Problem requirements:
Would you print the data below exactly, leaving out every picture?

........

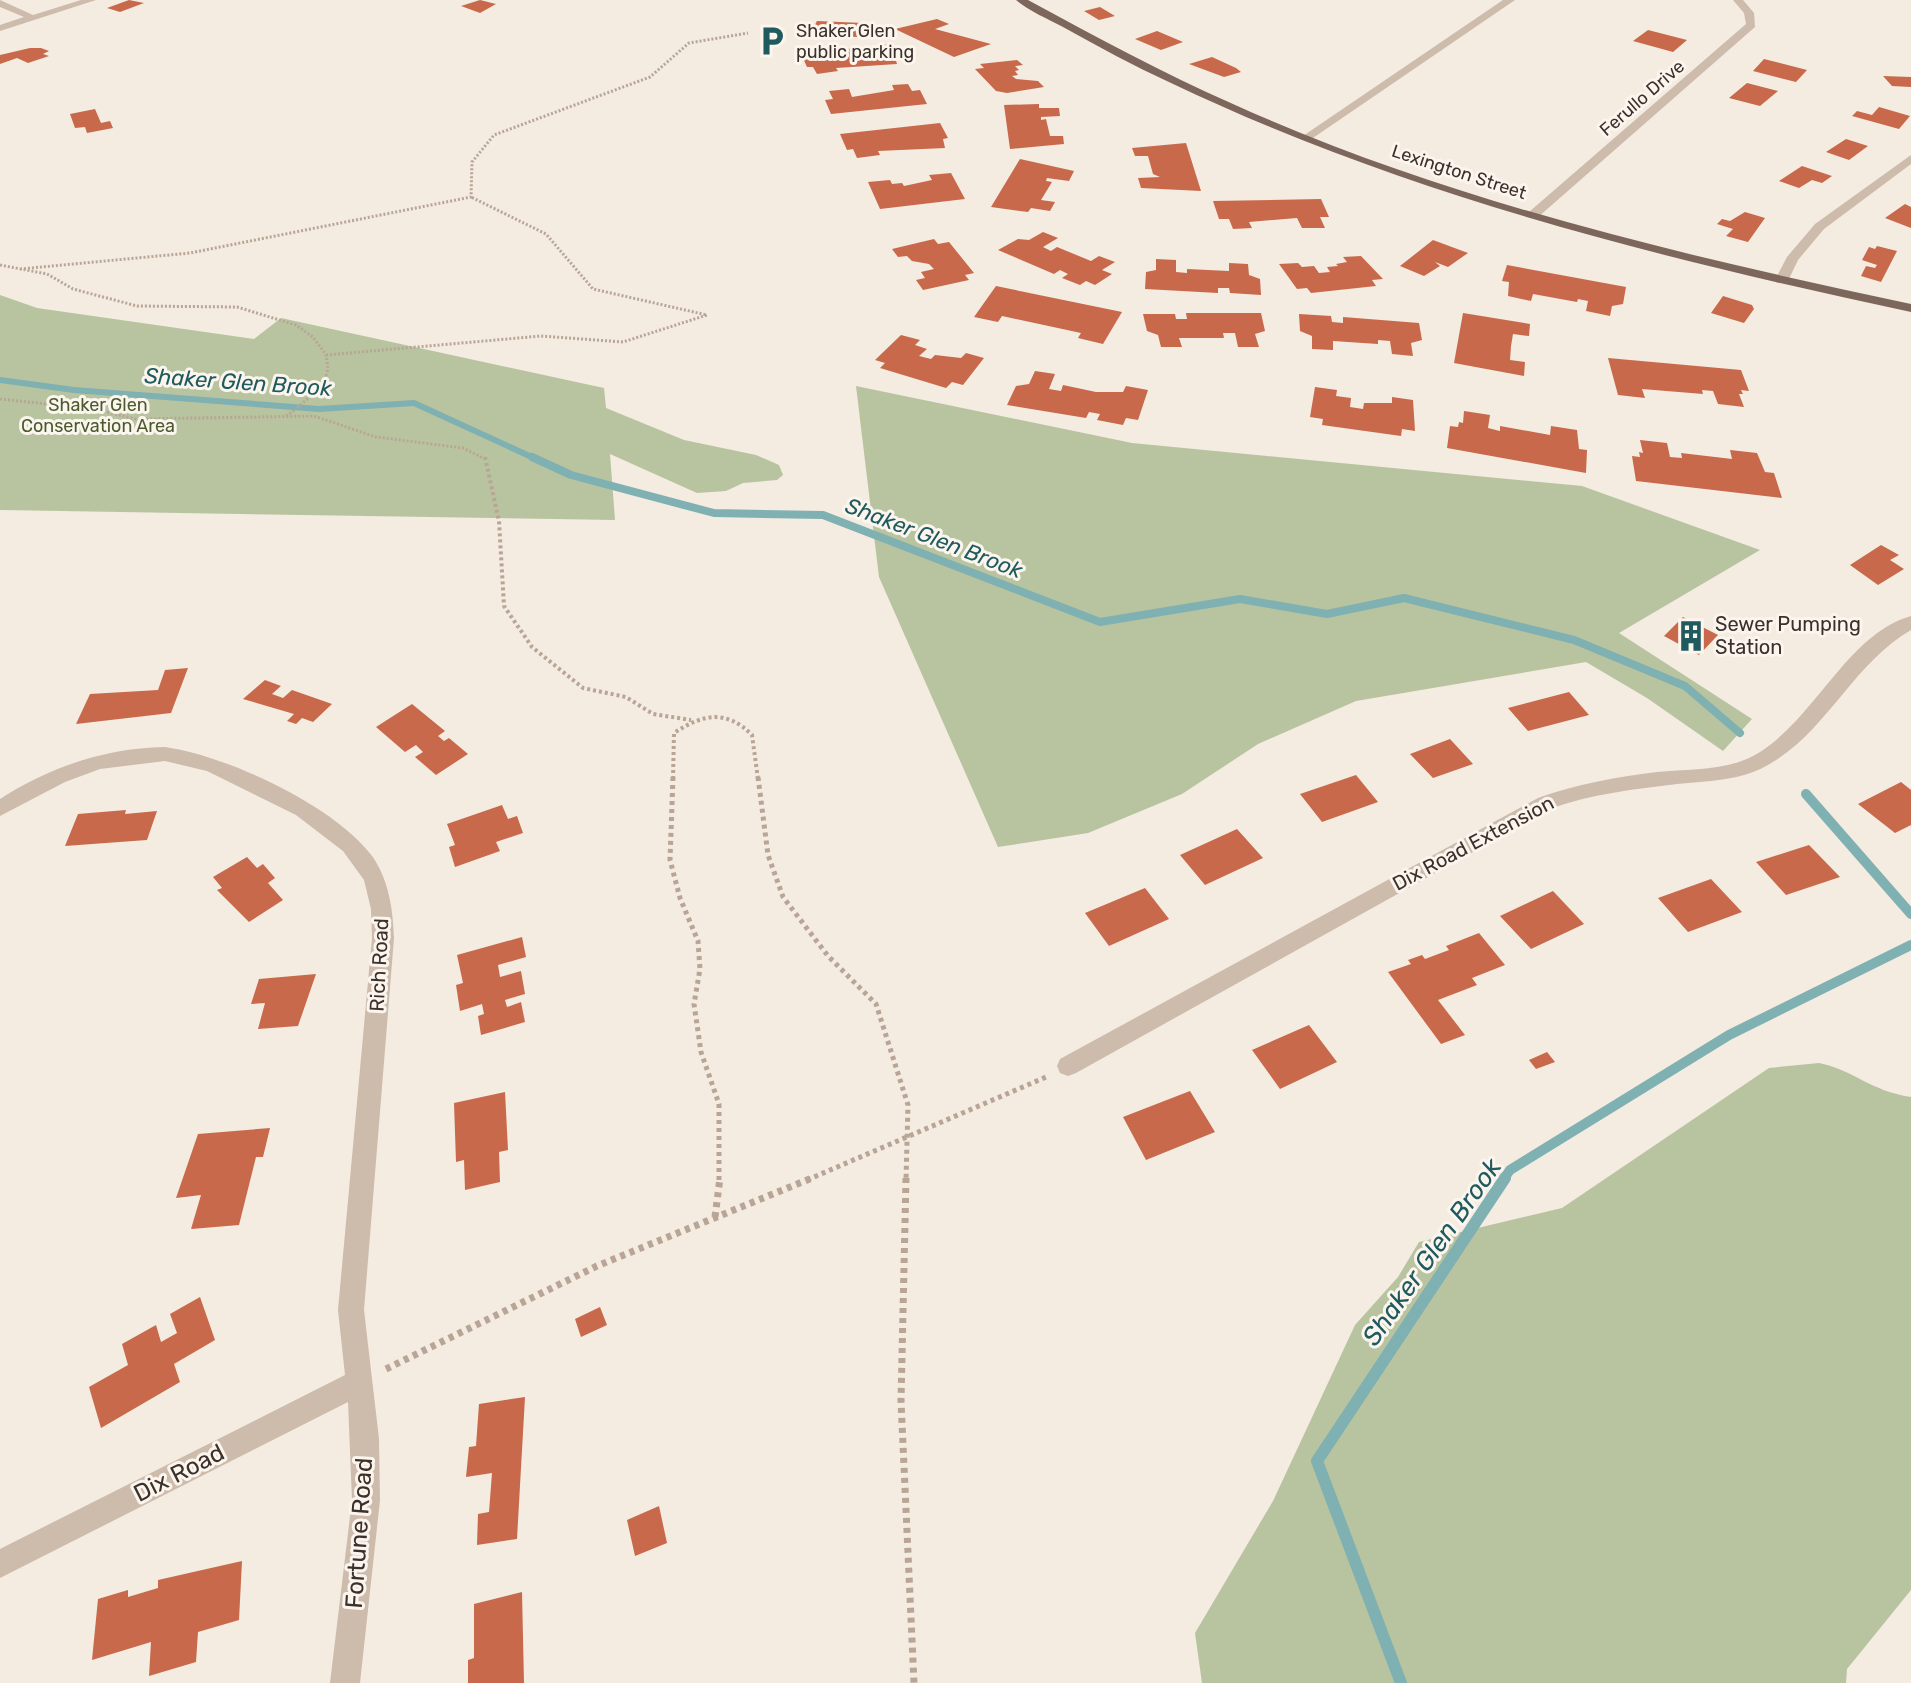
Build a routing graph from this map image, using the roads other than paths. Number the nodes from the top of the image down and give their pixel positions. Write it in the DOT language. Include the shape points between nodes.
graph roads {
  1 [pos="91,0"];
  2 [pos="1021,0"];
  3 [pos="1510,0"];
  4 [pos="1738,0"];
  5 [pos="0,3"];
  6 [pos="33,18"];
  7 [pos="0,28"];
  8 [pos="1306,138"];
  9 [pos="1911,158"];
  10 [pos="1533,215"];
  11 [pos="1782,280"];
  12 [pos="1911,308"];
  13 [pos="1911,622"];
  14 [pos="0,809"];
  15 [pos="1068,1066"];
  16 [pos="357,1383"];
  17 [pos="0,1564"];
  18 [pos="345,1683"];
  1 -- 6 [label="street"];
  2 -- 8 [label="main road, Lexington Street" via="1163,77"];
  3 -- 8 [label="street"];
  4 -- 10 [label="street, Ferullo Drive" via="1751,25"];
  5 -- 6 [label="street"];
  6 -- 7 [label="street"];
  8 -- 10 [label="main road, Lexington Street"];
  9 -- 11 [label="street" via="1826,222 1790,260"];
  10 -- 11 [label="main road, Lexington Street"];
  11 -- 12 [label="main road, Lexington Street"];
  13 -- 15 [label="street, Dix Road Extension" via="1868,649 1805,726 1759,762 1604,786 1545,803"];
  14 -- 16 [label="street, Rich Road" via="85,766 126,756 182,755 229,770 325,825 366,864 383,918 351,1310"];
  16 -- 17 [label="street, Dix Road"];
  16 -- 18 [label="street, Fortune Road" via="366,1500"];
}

........

Response box:
Build a routing graph from this map image, using the roads other than paths. Number the nodes from the top of the image down and give their pixel positions. Write it in the DOT language. Include the shape points between nodes.
graph roads {
  1 [pos="91,0"];
  2 [pos="1021,0"];
  3 [pos="1510,0"];
  4 [pos="1738,0"];
  5 [pos="0,3"];
  6 [pos="33,18"];
  7 [pos="0,28"];
  8 [pos="1306,138"];
  9 [pos="1911,158"];
  10 [pos="1533,215"];
  11 [pos="1782,280"];
  12 [pos="1911,308"];
  13 [pos="1911,622"];
  14 [pos="0,809"];
  15 [pos="1068,1066"];
  16 [pos="357,1383"];
  17 [pos="0,1564"];
  18 [pos="345,1683"];
  1 -- 6 [label="street"];
  2 -- 8 [label="main road, Lexington Street" via="1163,77"];
  3 -- 8 [label="street"];
  4 -- 10 [label="street, Ferullo Drive" via="1751,25"];
  5 -- 6 [label="street"];
  6 -- 7 [label="street"];
  8 -- 10 [label="main road, Lexington Street"];
  9 -- 11 [label="street" via="1826,222 1790,260"];
  10 -- 11 [label="main road, Lexington Street"];
  11 -- 12 [label="main road, Lexington Street"];
  13 -- 15 [label="street, Dix Road Extension" via="1868,649 1805,726 1759,762 1604,786 1545,803"];
  14 -- 16 [label="street, Rich Road" via="85,766 126,756 182,755 229,770 325,825 366,864 383,918 351,1310"];
  16 -- 17 [label="street, Dix Road"];
  16 -- 18 [label="street, Fortune Road" via="366,1500"];
}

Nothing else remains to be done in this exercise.